身長は海人より頭2つ分は低く、150センチ程度と思われる。
「おいおい、さやまで何言ってるんだ。勘弁してくれよ。」
「ところで、明日は祝日で休みだけど海人はなにするんだ?」
未だ始業のチャイムは鳴らず時間を持て余している3人は海人の席に集まり、会話をする。
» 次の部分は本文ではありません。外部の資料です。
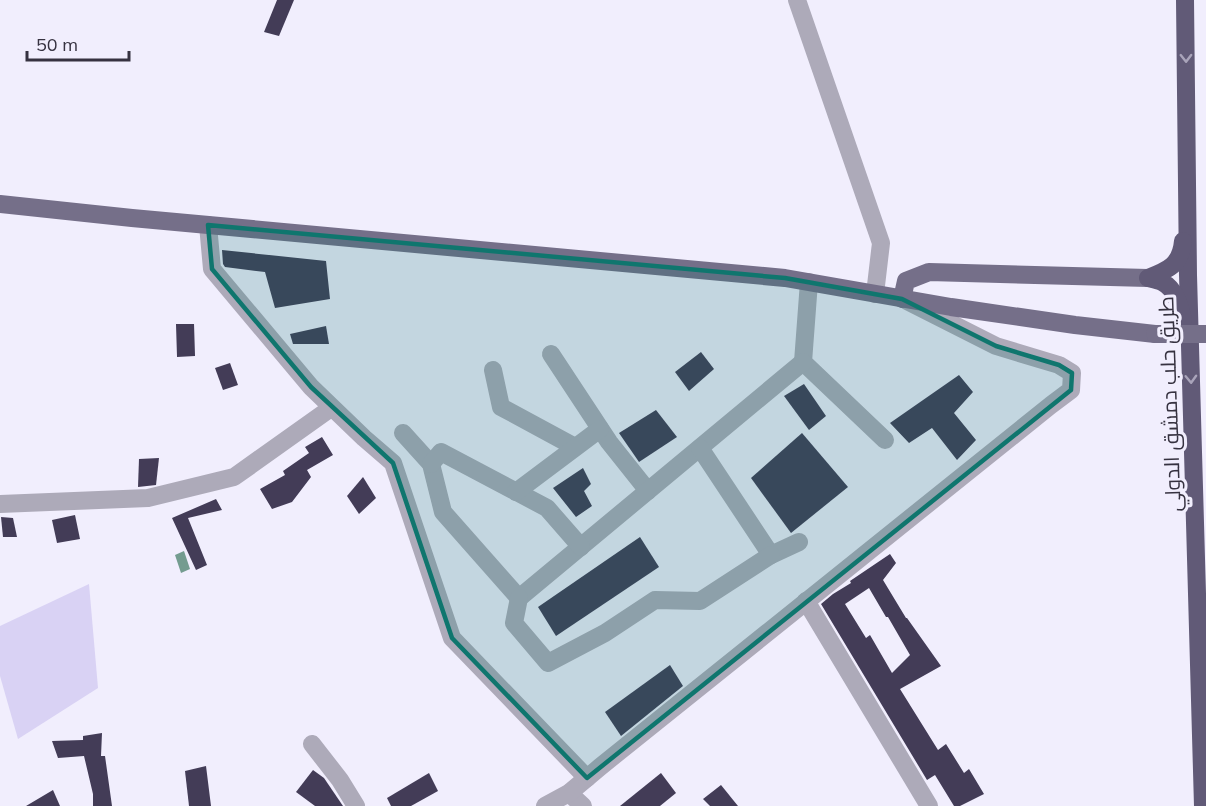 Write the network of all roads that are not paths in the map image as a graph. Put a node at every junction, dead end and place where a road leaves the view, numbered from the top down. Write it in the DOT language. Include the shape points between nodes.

「明日はおじさんの会社の手伝いしようかと思ってるよ」
「会社の手伝い?もうサラリーマンみたいなことしてんのかよ。海人真面目すぎ、たまにはさやとデートでもしてこいよ。」
「ちょ、ちょっとなんで私が出てくるのよっ。でも、海人この前も手伝いしてなかった?色々あるのは分かるけどそんなに気を使わなくてもいいんじゃない?……か、買い物とか私でよかったらいつでも付き合うよ?」
達郎の冗談に顔を赤らめつつ、さやが呟く。
「ありがとう。でも、本当に好きで手伝ってるんだよ。おじさんの会社って凄いんだぜ、大きな世界地図が貼ってあって会社の拠点が赤く塗られてるんだけどそれが世界中にあって、世界と日本を繋げてるって感じがして!」
海人は興奮しつつ、まるで知らないおとぎ話の世界にはしゃぐ子どものように話をする。
「真面目だなぁ。でもいいんじゃないか?それでいいなら。また明日のことは明後日学校で聞かせてくれよ。俺も明日は家の手伝いで忙しいから。ごめんな、さや、遊んでやれなくて。」
「そっか、なら楽しんでね!私達ももうすぐ卒業するし、そのための進路も決めなきゃだもんね。……あと、誰も達郎と遊ぼうなんて思ってないから大丈夫。」
「さや冷たい!!」
3人はここまで話すとお互いの顔を見て笑い出し、それと同時に始業を知らせるチャイムが学校に鳴り響いた。